Exercise aim> Note each line of the entries that includes "Sharia". Then copy those lines.

Exercise data>
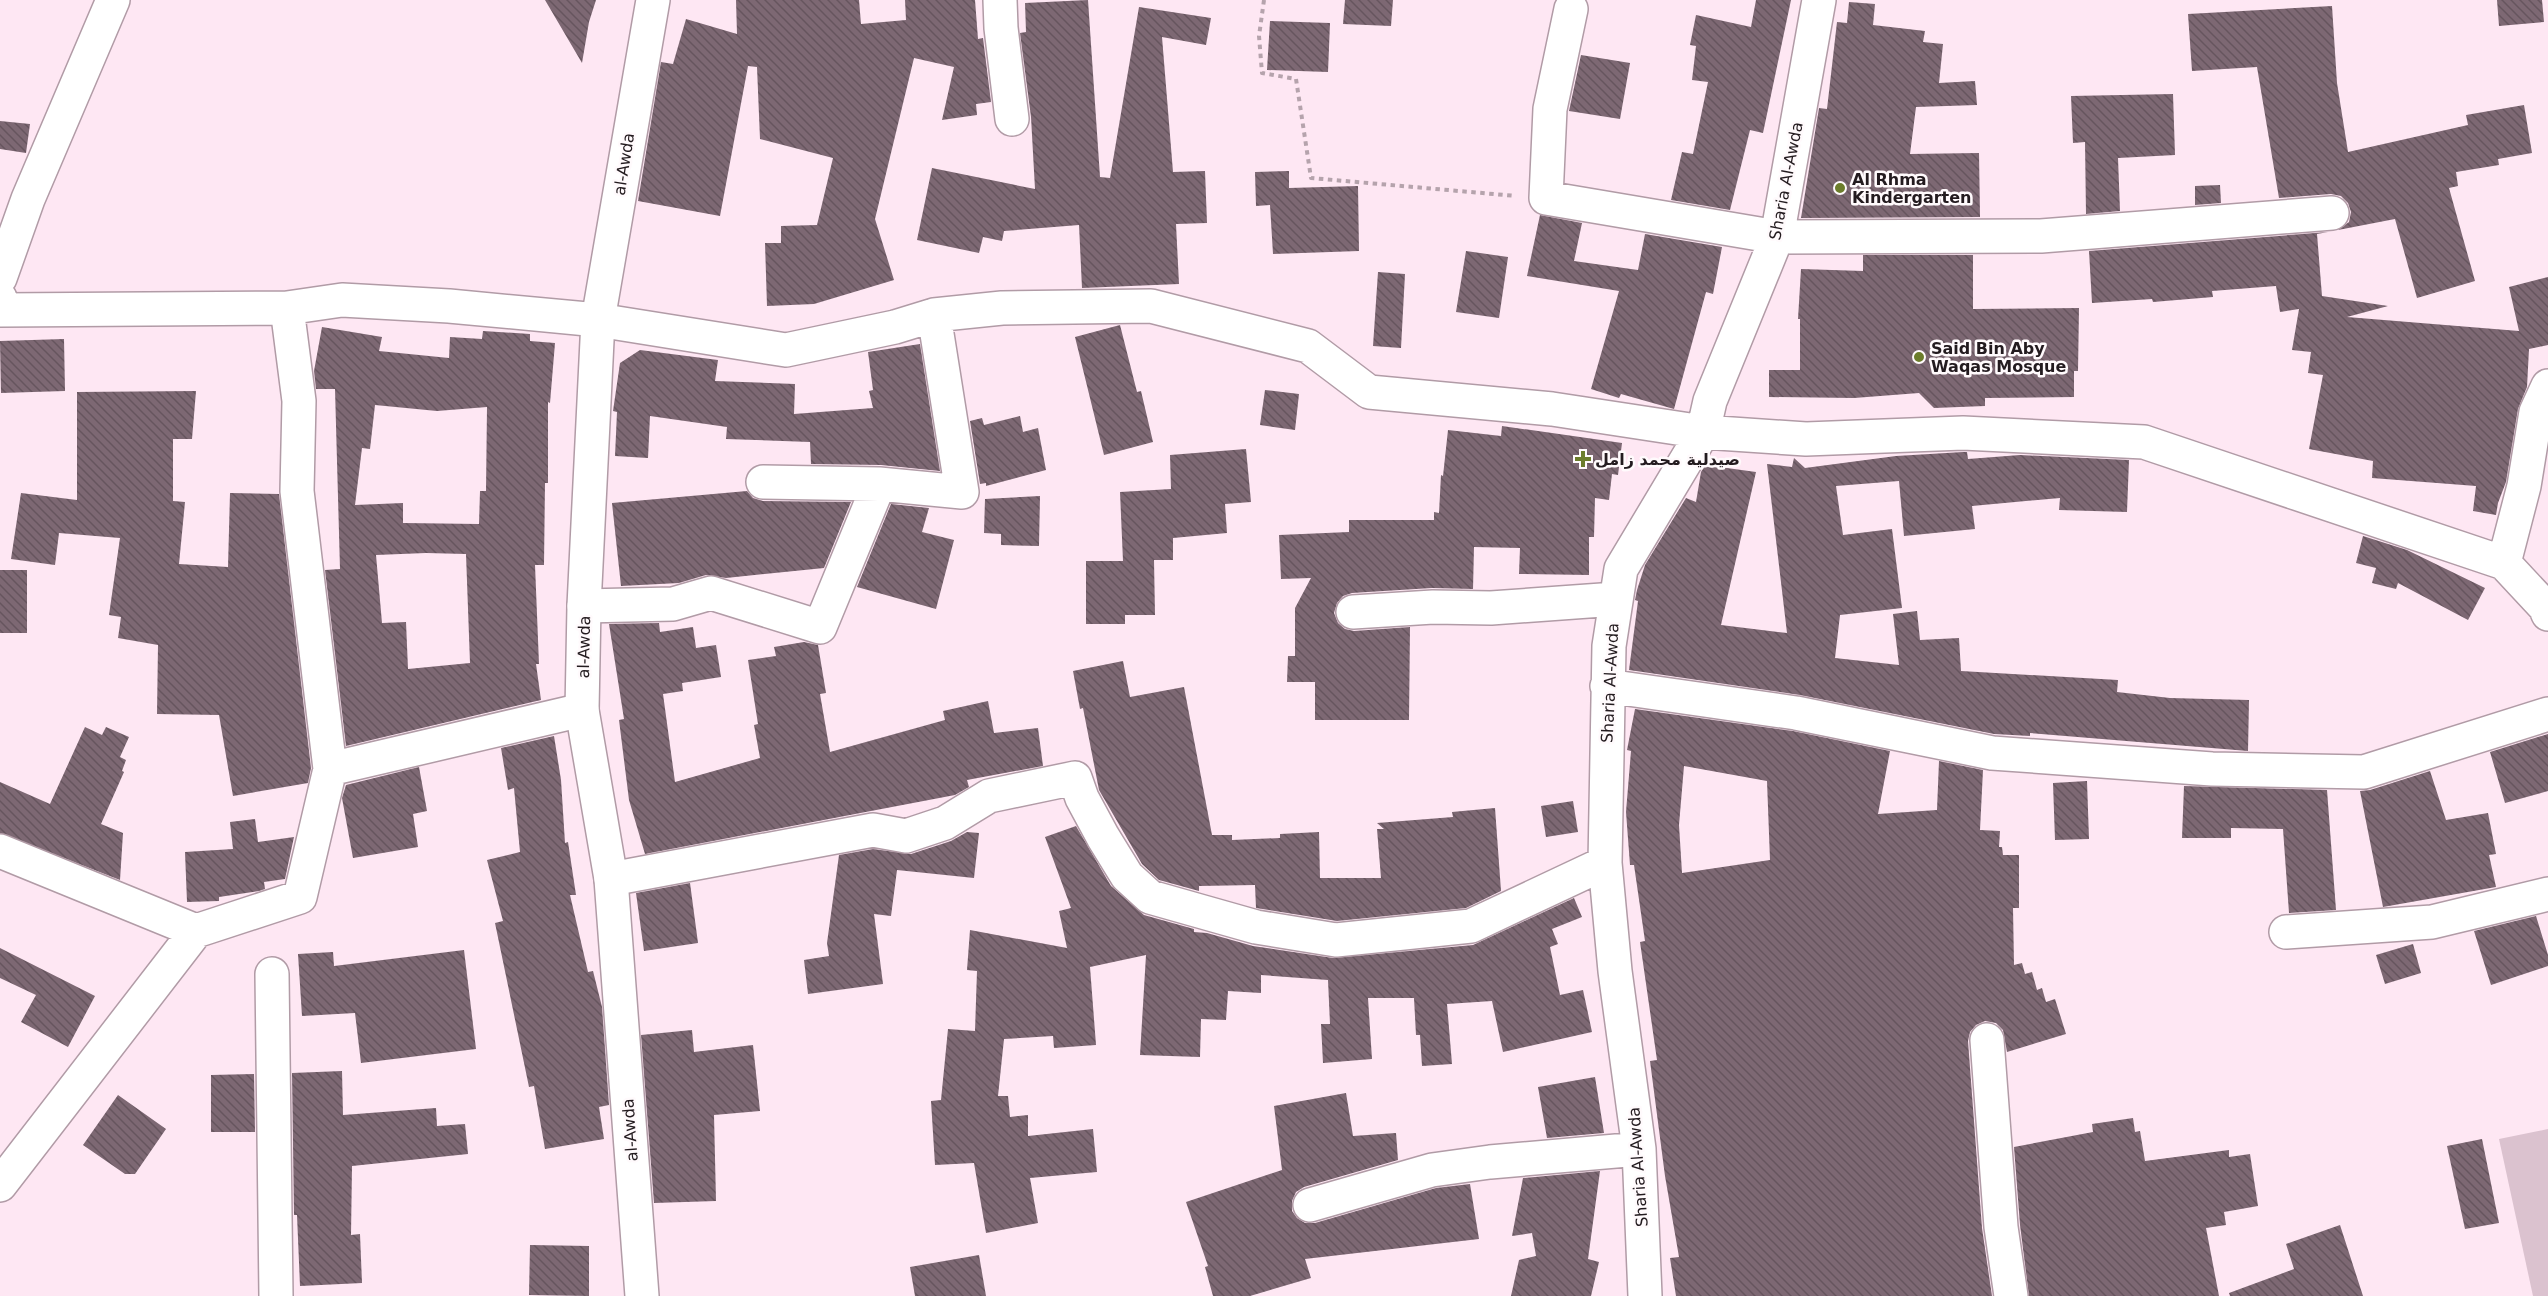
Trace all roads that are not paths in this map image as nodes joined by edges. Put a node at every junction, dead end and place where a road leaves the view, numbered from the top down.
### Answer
1 (113, 0) edge
2 (653, 0) edge
3 (1000, 0) edge
4 (1819, 0) edge
5 (1570, 9) dead end
6 (1012, 119) dead end
7 (2332, 213) dead end
8 (1777, 237) junction
9 (0, 299) edge
10 (287, 308) junction
11 (934, 315) junction
12 (598, 320) junction
13 (2548, 386) edge
14 (1702, 432) junction
15 (764, 482) dead end
16 (879, 484) junction
17 (2505, 562) junction
18 (1616, 599) junction
19 (584, 606) junction
20 (2547, 609) edge
21 (1353, 612) dead end
22 (1607, 686) junction
23 (582, 710) junction
24 (2548, 714) edge
25 (330, 769) junction
26 (0, 851) edge
27 (1605, 863) junction
28 (611, 879) junction
29 (2548, 894) edge
30 (195, 931) junction
31 (2286, 932) dead end
32 (272, 974) dead end
33 (1987, 1040) dead end
34 (1640, 1149) junction
35 (0, 1185) edge
36 (1310, 1205) dead end
37 (276, 1296) edge
38 (642, 1296) edge
39 (1645, 1296) edge
40 (2011, 1296) edge

1 - 9 street
2 - 12 street, al-Awda
3 - 6 street
4 - 8 street, Sharia Al-Awda
5 - 8 street
7 - 8 street
8 - 14 street, Sharia Al-Awda
9 - 10 street
10 - 12 street
10 - 25 street
11 - 12 street
11 - 14 street
11 - 16 street
12 - 19 street, al-Awda
13 - 17 street
14 - 17 street
14 - 18 street, Sharia Al-Awda
15 - 16 street
16 - 19 street
17 - 20 street
18 - 21 street
18 - 22 street, Sharia Al-Awda
19 - 23 street, al-Awda
22 - 24 street
22 - 27 street, Sharia Al-Awda
23 - 25 street
23 - 28 street, al-Awda
25 - 30 street
26 - 30 street
27 - 28 street
27 - 34 street, Sharia Al-Awda
28 - 38 street, al-Awda
29 - 31 street
30 - 35 street
32 - 37 street
33 - 40 street
34 - 36 street
34 - 39 street, Sharia Al-Awda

Output of the task>
4 - 8 street, Sharia Al-Awda
8 - 14 street, Sharia Al-Awda
14 - 18 street, Sharia Al-Awda
18 - 22 street, Sharia Al-Awda
22 - 27 street, Sharia Al-Awda
27 - 34 street, Sharia Al-Awda
34 - 39 street, Sharia Al-Awda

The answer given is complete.